Wow. Where to start...to not reply to some of the above would surely be taken as agreement/ admittance of "guilt", I suspect...

Carol decker (shame I used to like your music)
So all your friends think you are unreasonable to use deny your children contact with thier father because of your own selfish reasons.
In the excellent words of Donald Fisher - 'If 10 people tell you your ill, lie down.

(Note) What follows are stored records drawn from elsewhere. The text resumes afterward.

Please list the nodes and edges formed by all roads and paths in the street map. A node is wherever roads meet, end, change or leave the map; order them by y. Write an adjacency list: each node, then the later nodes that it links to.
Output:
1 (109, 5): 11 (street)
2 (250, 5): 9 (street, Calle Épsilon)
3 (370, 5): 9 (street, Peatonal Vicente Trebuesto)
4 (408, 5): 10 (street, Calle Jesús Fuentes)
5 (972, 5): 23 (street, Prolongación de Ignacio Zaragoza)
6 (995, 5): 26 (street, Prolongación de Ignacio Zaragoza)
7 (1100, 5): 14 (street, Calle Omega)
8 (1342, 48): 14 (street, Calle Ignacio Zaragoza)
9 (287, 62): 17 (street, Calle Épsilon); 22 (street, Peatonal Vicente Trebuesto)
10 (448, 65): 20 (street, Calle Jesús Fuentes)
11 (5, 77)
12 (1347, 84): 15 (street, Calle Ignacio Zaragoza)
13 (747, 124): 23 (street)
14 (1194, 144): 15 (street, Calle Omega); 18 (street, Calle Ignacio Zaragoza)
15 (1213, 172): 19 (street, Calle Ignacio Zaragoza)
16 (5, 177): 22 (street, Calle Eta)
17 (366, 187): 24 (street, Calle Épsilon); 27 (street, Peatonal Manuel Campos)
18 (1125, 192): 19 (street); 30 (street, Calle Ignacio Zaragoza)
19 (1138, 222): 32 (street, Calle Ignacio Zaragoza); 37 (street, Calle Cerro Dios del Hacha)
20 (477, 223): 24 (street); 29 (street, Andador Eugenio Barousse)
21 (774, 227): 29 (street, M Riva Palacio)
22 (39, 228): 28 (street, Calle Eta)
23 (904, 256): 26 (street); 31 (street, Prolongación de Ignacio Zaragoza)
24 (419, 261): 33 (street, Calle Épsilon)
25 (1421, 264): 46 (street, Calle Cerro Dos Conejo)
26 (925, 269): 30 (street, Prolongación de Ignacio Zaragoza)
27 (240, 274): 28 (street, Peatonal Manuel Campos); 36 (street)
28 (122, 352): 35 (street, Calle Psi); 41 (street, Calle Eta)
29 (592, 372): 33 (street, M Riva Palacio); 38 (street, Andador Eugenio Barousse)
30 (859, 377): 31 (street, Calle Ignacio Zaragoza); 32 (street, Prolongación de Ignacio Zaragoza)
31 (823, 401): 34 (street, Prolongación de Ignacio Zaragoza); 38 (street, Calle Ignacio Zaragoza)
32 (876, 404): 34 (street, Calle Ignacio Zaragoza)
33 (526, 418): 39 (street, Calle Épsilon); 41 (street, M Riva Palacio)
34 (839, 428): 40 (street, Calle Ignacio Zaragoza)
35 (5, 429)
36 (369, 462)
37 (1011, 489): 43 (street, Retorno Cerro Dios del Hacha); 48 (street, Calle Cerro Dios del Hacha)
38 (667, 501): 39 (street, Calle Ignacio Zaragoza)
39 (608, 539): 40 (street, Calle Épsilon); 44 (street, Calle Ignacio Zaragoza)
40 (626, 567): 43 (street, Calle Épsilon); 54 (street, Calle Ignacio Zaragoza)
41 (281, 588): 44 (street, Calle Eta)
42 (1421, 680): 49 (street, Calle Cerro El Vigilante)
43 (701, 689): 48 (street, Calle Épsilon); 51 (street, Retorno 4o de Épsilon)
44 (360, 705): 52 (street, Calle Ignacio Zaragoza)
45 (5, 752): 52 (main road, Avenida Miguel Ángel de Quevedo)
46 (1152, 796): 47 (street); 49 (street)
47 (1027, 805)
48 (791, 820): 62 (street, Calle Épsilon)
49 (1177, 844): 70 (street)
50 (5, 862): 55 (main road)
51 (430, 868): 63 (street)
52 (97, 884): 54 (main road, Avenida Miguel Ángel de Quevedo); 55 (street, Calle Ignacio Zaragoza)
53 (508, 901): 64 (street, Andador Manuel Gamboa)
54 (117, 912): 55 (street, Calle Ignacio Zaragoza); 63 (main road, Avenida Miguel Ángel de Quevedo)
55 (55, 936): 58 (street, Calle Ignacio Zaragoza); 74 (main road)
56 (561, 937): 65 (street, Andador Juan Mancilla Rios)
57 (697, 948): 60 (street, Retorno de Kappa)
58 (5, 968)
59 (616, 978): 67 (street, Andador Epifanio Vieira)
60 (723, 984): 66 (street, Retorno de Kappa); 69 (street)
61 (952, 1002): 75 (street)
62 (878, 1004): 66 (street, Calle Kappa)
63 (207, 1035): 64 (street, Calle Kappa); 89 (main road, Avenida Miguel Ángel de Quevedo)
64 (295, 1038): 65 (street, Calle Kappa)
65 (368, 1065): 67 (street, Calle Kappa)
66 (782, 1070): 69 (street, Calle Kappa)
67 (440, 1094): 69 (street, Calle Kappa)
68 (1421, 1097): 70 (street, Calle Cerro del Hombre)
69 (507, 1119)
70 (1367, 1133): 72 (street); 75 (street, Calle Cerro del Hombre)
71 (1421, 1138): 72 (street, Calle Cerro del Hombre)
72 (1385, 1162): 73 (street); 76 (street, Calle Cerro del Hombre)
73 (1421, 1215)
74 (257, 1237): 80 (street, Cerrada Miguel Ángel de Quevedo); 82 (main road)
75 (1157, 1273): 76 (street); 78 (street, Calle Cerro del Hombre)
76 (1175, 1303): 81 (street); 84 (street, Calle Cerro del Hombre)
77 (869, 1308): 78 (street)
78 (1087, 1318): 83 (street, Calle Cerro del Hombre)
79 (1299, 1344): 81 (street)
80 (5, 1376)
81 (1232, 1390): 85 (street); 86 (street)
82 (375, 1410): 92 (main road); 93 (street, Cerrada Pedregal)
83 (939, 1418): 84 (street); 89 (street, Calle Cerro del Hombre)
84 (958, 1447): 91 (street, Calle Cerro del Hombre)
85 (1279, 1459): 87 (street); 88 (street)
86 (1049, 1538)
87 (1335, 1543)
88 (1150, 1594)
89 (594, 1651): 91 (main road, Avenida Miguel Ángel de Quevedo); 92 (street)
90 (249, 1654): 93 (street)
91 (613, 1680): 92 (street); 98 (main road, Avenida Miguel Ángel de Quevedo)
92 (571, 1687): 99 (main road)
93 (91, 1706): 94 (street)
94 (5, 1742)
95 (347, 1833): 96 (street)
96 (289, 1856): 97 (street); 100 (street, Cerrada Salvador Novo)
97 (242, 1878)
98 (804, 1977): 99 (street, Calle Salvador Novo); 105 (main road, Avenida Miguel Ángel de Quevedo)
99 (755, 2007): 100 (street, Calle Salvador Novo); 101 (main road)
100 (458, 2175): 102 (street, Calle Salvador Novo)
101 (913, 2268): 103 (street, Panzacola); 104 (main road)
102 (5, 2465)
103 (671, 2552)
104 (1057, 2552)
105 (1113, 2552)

None of my friends think I am unreasonable. They understand I am in a very difficult situation and have withdrawn on one issue (divorce/separation) because he tried and tried to make them choose a side and they refused to do so. I still see them and get invited to events, holidays, he does not. They speak to both of us but not the same frequency. Take from that what you will.

OP posts:
Everybodyleaves · 05/08/2014 18:30

Lweji.
I tried to let the DCs "win" by making the camping trip an option. Ex would also have "won", in what way have I won??? Your choice of words as "I cannae win!" is just a common phrase used up here to express the feeling of exasperation, not an intention of seeking some kind of victory.
I'm not trying to come across better, I'm trying to explain how it is.

OP posts:
Everybodyleaves · 05/08/2014 18:36

Whereisegg
Didn't read it as being arsey. I never said anywhere that only one slept on the floor, just that they didn't want to sleep in same bed (1 boy, 1 girl and those 3-4 years age gap is a gulf now).
I have never seen the bed, but it is a sofa bed and also the main couch as far as I know so I've no idea how comfortable it is, or not.

As an aside,actually no. I'm not going to type what I just thought as I can see a(nother) can of worms being opened.

OP posts:
Everybodyleaves · 05/08/2014 18:38

Maleficent
Thanks for your understanding. Did I mention he took them on a two week Med cruise last year??? Great priorities.

OP posts:
Whereisegg · 05/08/2014 18:47

You're right, I assumed you saying that they won't sleep in it together meant that they took turns or something.

Everybodyleaves · 05/08/2014 19:03

Whereisegg
I guessed that and it would seem sensible, but I know the flat in question. If the sofa bed was open, there wouldn't be any room on the floor for the other child. DCs have now told me that occasionally one of them sleeps on it (while it is still in couch mode) but usually they are on the floor in sleeping bags or with a duvet. It took several months for him to buy it, and I rather assumed it was being used on all nights he had them. I only discovered recently that was not the case.